About this task: Transcribe exactly the line that contains "Road topology of" and every line after it through the end of the records, with nothing else.

_ _ _ _

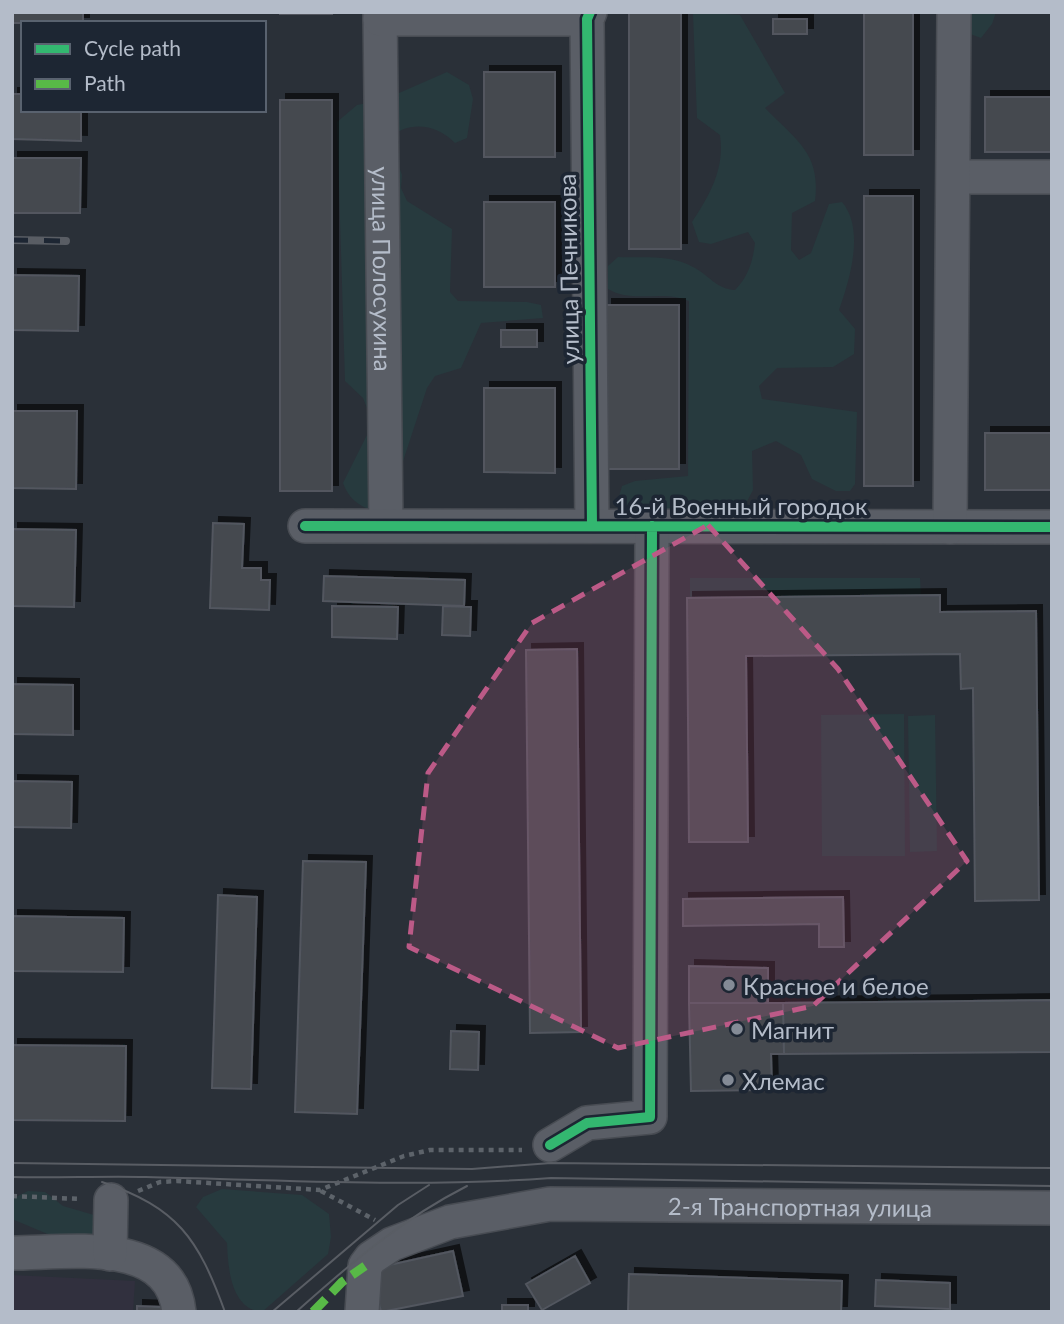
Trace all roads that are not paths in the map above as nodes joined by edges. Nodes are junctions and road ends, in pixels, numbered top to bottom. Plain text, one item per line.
1 (954, 12) edge
2 (380, 16) edge
3 (588, 16) edge
4 (954, 177) junction
5 (1052, 177) edge
6 (386, 525) junction
7 (304, 526) dead end
8 (592, 526) junction
9 (652, 526) junction
10 (950, 527) junction
11 (1052, 527) edge
12 (550, 1145) road end
13 (111, 1200) road end
14 (1052, 1208) edge
15 (12, 1253) edge
16 (110, 1254) junction
17 (179, 1312) edge
18 (362, 1312) edge

1 - 4 street
2 - 3 street
2 - 6 street, улица Полосухина
3 - 8 street, улица Печникова
4 - 5 street
4 - 10 street
6 - 7 street, 16-й Военный городок
6 - 8 street, 16-й Военный городок
8 - 9 street, 16-й Военный городок
9 - 10 street, 16-й Военный городок
9 - 12 street
10 - 11 street, 16-й Военный городок
13 - 16 street
14 - 18 street, 2-я Транспортная улица
15 - 16 street
16 - 17 street

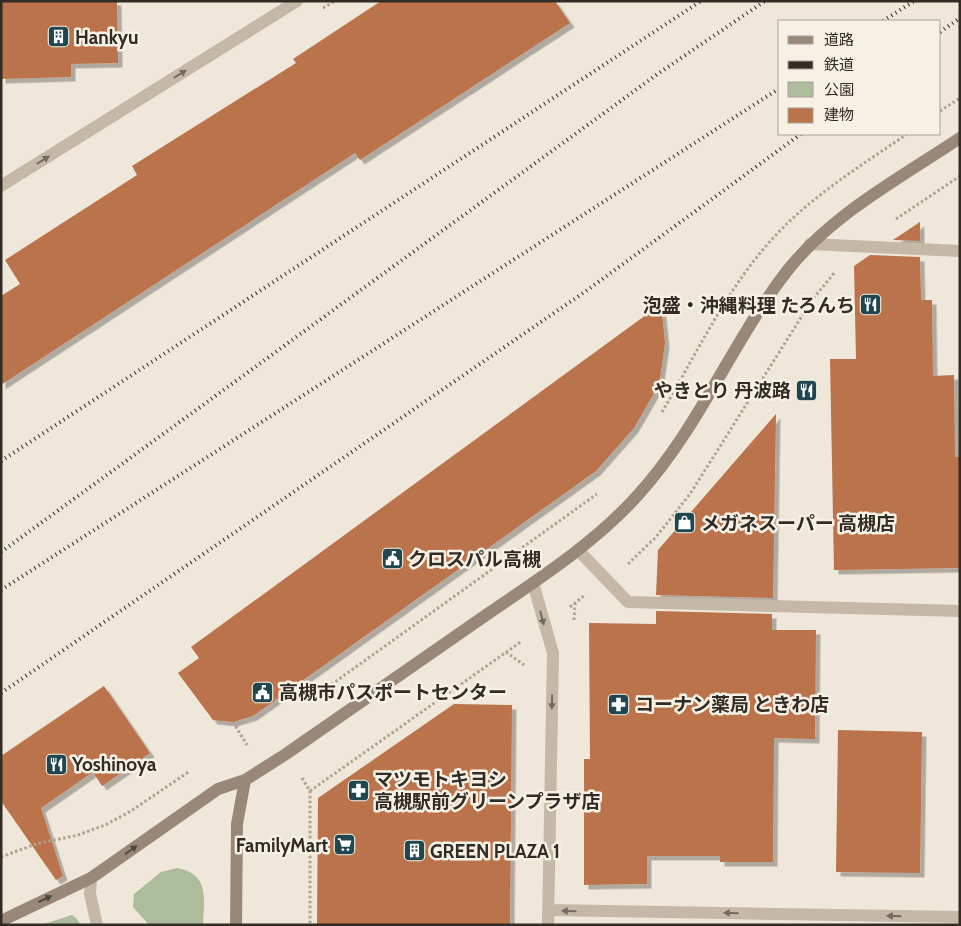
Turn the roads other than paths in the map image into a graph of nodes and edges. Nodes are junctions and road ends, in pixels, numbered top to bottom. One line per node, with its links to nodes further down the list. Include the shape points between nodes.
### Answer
1 (297, 1): 3 (street, one-way to 1)
2 (960, 138): 4 (street, via 852,210)
3 (1, 186)
4 (810, 244): 5 (street); 6 (street, via 772,292 706,402 662,466 636,497)
5 (960, 251)
6 (578, 550): 7 (street); 8 (street, via 628,602)
7 (533, 583): 9 (street); 11 (street, one-way to 11, via 553,653)
8 (960, 611)
9 (246, 780): 10 (street, one-way to 9, via 218,790); 15 (street, via 237,824)
10 (91, 878): 13 (street, one-way to 10); 14 (street, via 91,901)
11 (548, 910): 12 (street, one-way to 11); 16 (street)
12 (960, 917)
13 (1, 921)
14 (97, 925)
15 (236, 925)
16 (548, 925)

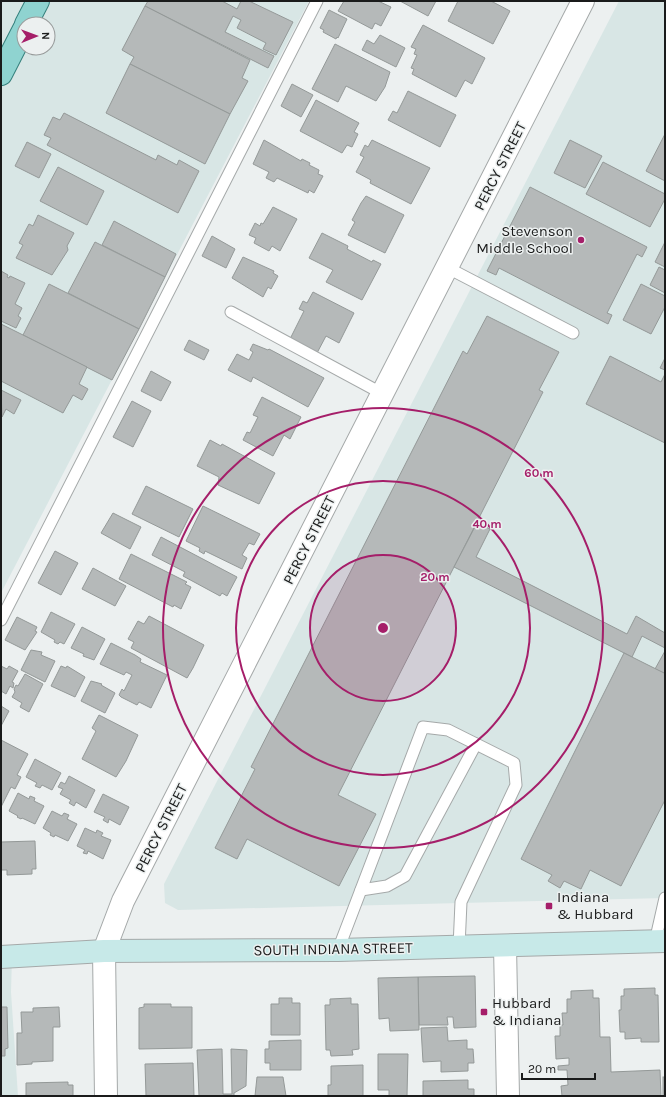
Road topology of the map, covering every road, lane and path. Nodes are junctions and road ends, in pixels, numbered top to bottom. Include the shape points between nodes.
1 (38, 1) edge
2 (317, 1) edge
3 (583, 1) edge
4 (30, 16) edge
5 (16, 45) edge
6 (1, 74) edge
7 (448, 268) junction
8 (231, 312) dead end
9 (573, 333) dead end
10 (383, 394) junction
11 (1, 620) edge
12 (476, 744) junction
13 (361, 890) junction
14 (665, 898) edge
15 (660, 941) edge
16 (505, 946) junction
17 (458, 947) junction
18 (338, 950) junction
19 (104, 952) junction
20 (1, 958) edge
21 (106, 1096) edge
22 (508, 1096) edge

1 - 4 main road
2 - 11 lane
3 - 7 street, PERCY STREET
5 - 6 main road
7 - 9 lane
7 - 10 street, PERCY STREET
8 - 10 lane
10 - 19 street, PERCY STREET via 123,901
12 - 13 lane via 405,876 387,886
12 - 13 lane via 448,730 423,727
12 - 17 lane via 514,763 516,785 461,902
13 - 18 lane
14 - 15 lane
15 - 16 main road, SOUTH INDIANA STREET
16 - 17 main road, SOUTH INDIANA STREET
16 - 22 street
17 - 18 main road, SOUTH INDIANA STREET
18 - 19 main road, SOUTH INDIANA STREET
19 - 20 main road, SOUTH INDIANA STREET
19 - 21 street, PERCY STREET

_ _ _ _

Solution for this exercise:
Road topology of the map, covering every road, lane and path. Nodes are junctions and road ends, in pixels, numbered top to bottom. Include the shape points between nodes.
1 (38, 1) edge
2 (317, 1) edge
3 (583, 1) edge
4 (30, 16) edge
5 (16, 45) edge
6 (1, 74) edge
7 (448, 268) junction
8 (231, 312) dead end
9 (573, 333) dead end
10 (383, 394) junction
11 (1, 620) edge
12 (476, 744) junction
13 (361, 890) junction
14 (665, 898) edge
15 (660, 941) edge
16 (505, 946) junction
17 (458, 947) junction
18 (338, 950) junction
19 (104, 952) junction
20 (1, 958) edge
21 (106, 1096) edge
22 (508, 1096) edge

1 - 4 main road
2 - 11 lane
3 - 7 street, PERCY STREET
5 - 6 main road
7 - 9 lane
7 - 10 street, PERCY STREET
8 - 10 lane
10 - 19 street, PERCY STREET via 123,901
12 - 13 lane via 405,876 387,886
12 - 13 lane via 448,730 423,727
12 - 17 lane via 514,763 516,785 461,902
13 - 18 lane
14 - 15 lane
15 - 16 main road, SOUTH INDIANA STREET
16 - 17 main road, SOUTH INDIANA STREET
16 - 22 street
17 - 18 main road, SOUTH INDIANA STREET
18 - 19 main road, SOUTH INDIANA STREET
19 - 20 main road, SOUTH INDIANA STREET
19 - 21 street, PERCY STREET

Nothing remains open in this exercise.